ROHNERT PARK, Calif., March 9, 2018 /PRNewswire/ -- The cost of attending a four-year college has become too much for many students, as is evident by the national student loan crisis. Increasingly, community colleges are being touted as a reasonable alternative. Often local, community colleges boast lower tuition costs while offering associate's degrees or transferable credits. They can also offer more flexible schedules and smaller classes, making them appealing to nontraditional students. However, it can still be risky to take out loans for community college. Ameritech Financial, a document preparation company, helps federal student loan borrowers understand and apply for income-driven repayment plans that are intended to make monthly repayment more affordable.
"Attending a local community college can greatly reduce costs, whether students earn an associate's degree or transfer to a four-year school to continue their education," said Tom Knickerbocker, Executive Vice President of Ameritech Financial. "Community college students are not immune to the risks of borrowing for their education, however, and should be careful if they need to borrow."
The average cost of attending a public community college is about $3,500, which is less than half the average cost of a four-year public college. Many students minimize their education costs more by attending a local community college that allows them to live with their parents. While some students can work part-time and manage their course load to afford their community college education without taking out loans, many still take out loans. And with default rates approaching the high levels of for-profit schools, community college students who rely on loans should be careful.
Students funding a community college education with loans should do so through the FAFSA to take advantage of federal student aid. By completing the FAFSA, they may discover they qualify for grants or scholarships, which do not need to be paid back.
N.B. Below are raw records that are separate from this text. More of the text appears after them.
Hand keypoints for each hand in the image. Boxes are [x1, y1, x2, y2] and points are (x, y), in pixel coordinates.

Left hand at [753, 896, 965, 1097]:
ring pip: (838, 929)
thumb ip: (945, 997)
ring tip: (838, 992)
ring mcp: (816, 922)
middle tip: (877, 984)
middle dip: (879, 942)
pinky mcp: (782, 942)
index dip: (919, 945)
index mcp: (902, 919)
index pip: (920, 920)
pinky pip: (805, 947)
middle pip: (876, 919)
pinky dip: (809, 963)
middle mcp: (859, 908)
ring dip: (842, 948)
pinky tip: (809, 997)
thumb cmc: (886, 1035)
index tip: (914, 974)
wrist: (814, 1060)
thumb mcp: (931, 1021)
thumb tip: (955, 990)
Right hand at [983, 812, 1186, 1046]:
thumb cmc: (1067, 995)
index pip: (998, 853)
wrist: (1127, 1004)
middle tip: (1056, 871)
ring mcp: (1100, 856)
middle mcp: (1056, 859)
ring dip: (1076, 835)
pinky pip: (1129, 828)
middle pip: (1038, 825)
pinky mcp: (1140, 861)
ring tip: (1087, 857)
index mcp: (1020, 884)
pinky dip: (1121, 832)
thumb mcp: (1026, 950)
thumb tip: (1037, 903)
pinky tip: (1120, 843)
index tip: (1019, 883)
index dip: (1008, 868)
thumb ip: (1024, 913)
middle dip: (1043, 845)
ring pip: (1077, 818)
If students do need to borrow, they should commit to completing their degree program; borrowers who do not graduate are much more likely to default on their loans, which can have a lasting negative impact on their credit score and financial outcome.
The Department of Education offers several income-driven repayment plans (IDRs) intended to help struggling borrowers manage their loan payments. By basing their payments on income and family size, IDRs have the potential to substantially reduce payments, enabling borrowers to afford their loans.
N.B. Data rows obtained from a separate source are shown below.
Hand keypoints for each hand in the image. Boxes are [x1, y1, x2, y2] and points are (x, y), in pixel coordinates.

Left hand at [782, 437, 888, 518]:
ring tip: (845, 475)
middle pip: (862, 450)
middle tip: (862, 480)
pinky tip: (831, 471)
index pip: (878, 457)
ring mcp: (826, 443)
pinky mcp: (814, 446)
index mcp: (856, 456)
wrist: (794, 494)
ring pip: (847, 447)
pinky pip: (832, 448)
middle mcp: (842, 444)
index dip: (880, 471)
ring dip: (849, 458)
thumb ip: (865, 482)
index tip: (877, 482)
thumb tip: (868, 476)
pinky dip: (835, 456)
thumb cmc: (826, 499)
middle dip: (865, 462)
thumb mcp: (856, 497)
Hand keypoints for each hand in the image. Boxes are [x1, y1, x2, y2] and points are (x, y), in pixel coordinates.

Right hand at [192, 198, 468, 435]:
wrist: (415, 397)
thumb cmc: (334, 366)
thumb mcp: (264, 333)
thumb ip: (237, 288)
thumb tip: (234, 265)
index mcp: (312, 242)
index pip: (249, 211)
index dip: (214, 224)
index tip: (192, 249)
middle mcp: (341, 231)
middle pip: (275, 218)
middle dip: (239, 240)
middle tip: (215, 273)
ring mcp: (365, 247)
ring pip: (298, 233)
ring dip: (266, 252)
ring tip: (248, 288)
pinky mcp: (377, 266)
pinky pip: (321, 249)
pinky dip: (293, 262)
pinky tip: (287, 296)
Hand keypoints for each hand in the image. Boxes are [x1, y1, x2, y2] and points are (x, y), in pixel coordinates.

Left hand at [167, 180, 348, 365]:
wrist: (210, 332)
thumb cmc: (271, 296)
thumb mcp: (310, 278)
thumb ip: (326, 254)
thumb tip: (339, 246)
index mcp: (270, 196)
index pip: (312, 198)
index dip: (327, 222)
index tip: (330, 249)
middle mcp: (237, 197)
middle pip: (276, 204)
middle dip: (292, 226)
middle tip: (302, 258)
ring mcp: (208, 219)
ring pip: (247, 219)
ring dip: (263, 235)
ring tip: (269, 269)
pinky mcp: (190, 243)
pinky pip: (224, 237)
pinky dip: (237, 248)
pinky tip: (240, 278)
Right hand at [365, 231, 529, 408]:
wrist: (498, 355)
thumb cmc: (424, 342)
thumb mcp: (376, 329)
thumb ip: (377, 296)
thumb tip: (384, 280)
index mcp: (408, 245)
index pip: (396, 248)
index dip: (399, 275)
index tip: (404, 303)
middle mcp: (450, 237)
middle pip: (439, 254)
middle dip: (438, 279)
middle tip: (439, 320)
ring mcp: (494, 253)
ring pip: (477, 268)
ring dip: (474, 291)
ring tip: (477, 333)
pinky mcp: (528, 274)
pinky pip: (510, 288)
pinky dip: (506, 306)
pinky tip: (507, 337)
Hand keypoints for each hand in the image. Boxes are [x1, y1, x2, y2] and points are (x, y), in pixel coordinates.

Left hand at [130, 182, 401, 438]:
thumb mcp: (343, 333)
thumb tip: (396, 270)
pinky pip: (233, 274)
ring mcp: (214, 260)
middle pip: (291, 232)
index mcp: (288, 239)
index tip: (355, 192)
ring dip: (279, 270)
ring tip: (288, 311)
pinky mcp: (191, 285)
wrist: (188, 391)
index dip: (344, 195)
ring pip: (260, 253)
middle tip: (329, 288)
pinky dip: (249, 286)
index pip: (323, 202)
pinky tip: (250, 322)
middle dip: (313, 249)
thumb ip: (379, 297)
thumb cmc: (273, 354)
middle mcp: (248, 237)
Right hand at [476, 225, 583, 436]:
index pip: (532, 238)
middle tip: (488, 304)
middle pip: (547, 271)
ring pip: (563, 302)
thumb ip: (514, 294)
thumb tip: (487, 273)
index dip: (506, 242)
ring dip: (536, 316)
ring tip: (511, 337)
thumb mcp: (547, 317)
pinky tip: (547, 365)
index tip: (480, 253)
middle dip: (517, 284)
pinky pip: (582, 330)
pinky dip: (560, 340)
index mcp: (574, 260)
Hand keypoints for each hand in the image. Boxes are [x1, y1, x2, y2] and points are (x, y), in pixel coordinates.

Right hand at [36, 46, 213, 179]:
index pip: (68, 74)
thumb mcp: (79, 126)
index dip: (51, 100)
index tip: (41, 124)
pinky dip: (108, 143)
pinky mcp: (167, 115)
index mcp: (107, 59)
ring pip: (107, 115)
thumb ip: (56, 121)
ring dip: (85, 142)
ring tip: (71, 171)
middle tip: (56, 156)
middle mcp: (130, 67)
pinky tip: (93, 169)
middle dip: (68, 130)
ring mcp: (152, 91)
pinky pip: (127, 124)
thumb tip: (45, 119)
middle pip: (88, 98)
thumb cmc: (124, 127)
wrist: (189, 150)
"Even borrowers with small balances can fall behind on their loans, but IDRs can help them stay on track," said Knickerbocker. "At Ameritech Financial, we help borrowers apply for IDRs that are meant to make repayment more affordable."
About Ameritech Financial
Ameritech Financial is a private company located in Rohnert Park, California. Ameritech Financial has already helped thousands of consumers with financial analysis and student loan document preparation to apply for federal student loan repayment programs offered through the Department of Education.
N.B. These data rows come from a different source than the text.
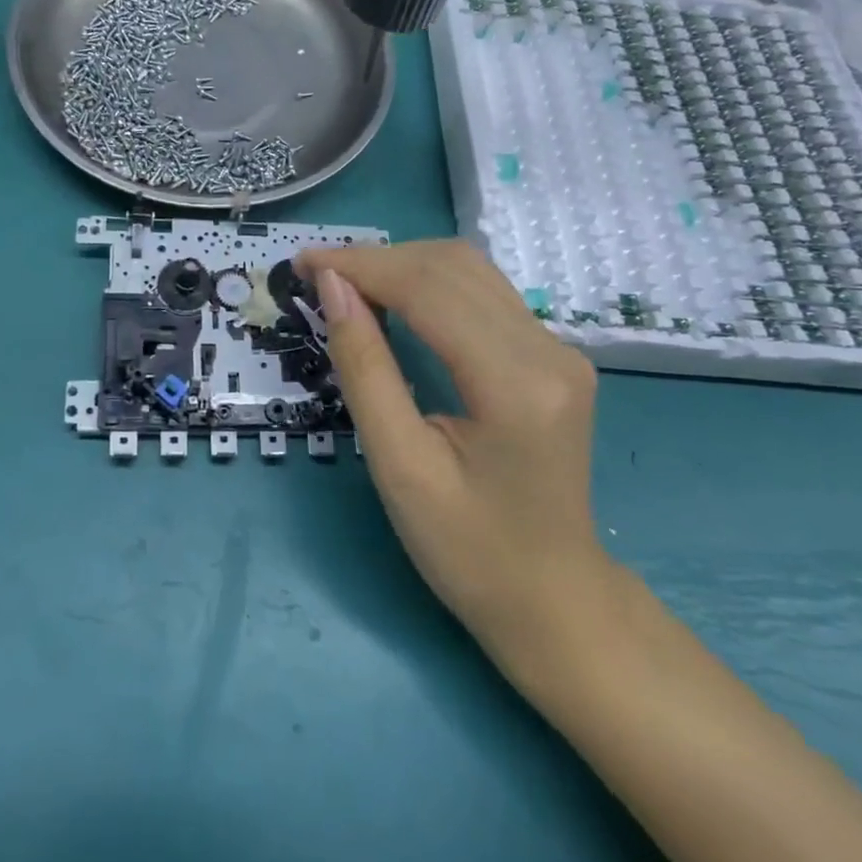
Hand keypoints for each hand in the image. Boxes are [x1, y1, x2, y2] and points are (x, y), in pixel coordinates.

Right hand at [294, 241, 609, 677]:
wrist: (553, 601)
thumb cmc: (468, 551)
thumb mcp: (399, 466)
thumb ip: (364, 367)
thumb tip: (332, 287)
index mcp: (517, 384)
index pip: (429, 289)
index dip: (360, 266)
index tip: (301, 264)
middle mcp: (549, 350)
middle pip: (451, 267)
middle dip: (376, 260)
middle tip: (316, 276)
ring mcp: (559, 349)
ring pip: (469, 270)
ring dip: (401, 266)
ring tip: (346, 285)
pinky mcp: (553, 354)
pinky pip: (483, 294)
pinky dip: (428, 285)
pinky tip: (392, 301)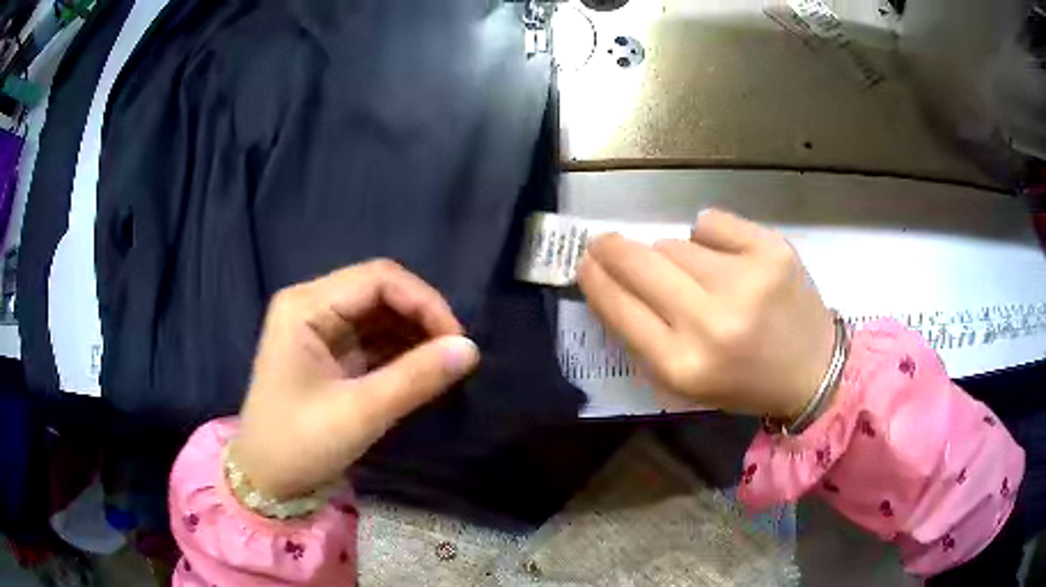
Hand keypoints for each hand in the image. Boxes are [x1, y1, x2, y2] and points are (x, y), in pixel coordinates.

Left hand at [231, 260, 479, 499]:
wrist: (267, 481)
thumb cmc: (301, 445)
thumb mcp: (360, 414)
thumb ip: (416, 378)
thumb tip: (471, 349)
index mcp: (305, 306)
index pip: (378, 279)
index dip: (424, 302)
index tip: (458, 341)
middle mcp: (311, 305)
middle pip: (380, 290)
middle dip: (421, 317)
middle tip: (454, 354)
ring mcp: (318, 327)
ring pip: (380, 313)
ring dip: (414, 334)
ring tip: (443, 365)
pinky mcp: (328, 350)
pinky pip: (373, 337)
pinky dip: (401, 351)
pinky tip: (422, 370)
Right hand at [578, 209, 833, 418]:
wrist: (813, 370)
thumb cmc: (742, 381)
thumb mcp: (683, 380)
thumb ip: (642, 334)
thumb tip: (609, 275)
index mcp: (682, 366)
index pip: (618, 306)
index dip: (595, 279)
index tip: (585, 262)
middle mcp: (711, 322)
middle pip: (639, 261)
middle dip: (612, 248)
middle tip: (605, 242)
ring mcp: (746, 280)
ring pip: (674, 242)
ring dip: (674, 256)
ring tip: (700, 277)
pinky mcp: (772, 249)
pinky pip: (711, 222)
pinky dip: (710, 236)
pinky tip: (728, 259)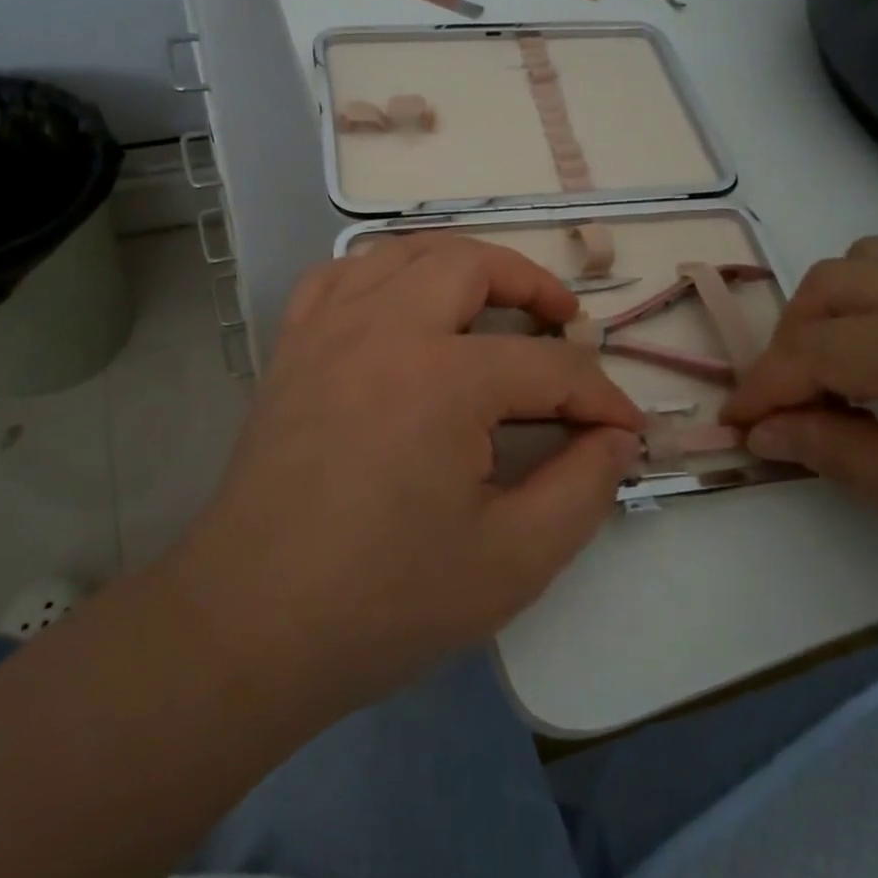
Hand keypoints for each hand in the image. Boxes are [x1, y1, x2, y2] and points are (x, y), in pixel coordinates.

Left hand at [169, 235, 644, 714]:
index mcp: (443, 379)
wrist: (251, 625)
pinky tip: (400, 307)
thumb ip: (583, 489)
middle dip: (534, 287)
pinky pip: (339, 276)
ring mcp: (328, 330)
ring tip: (492, 302)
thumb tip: (616, 437)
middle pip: (474, 265)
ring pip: (404, 253)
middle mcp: (383, 329)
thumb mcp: (513, 560)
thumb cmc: (385, 600)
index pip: (549, 369)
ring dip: (460, 265)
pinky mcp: (292, 348)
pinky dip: (383, 274)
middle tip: (565, 326)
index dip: (600, 398)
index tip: (626, 428)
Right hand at [722, 237, 877, 644]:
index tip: (737, 426)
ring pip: (873, 258)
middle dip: (788, 342)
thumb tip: (766, 430)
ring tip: (840, 376)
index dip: (764, 386)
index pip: (820, 347)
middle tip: (789, 406)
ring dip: (832, 311)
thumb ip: (845, 457)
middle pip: (834, 283)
Ameritech Financial is a member of the Association for Student Loan Relief (AFSLR), and each representative on the phone has received the Certified Student Loan Professional certification through the International Association of Professional Debt Arbitrators (IAPDA).
Ameritech Financial prides itself on its exceptional Customer Service.
Contact
To learn more about Ameritech Financial, please contact:
Ameritech Financial
5789 State Farm Drive #265
Rohnert Park, CA 94928
1-800-792-8621
[email protected]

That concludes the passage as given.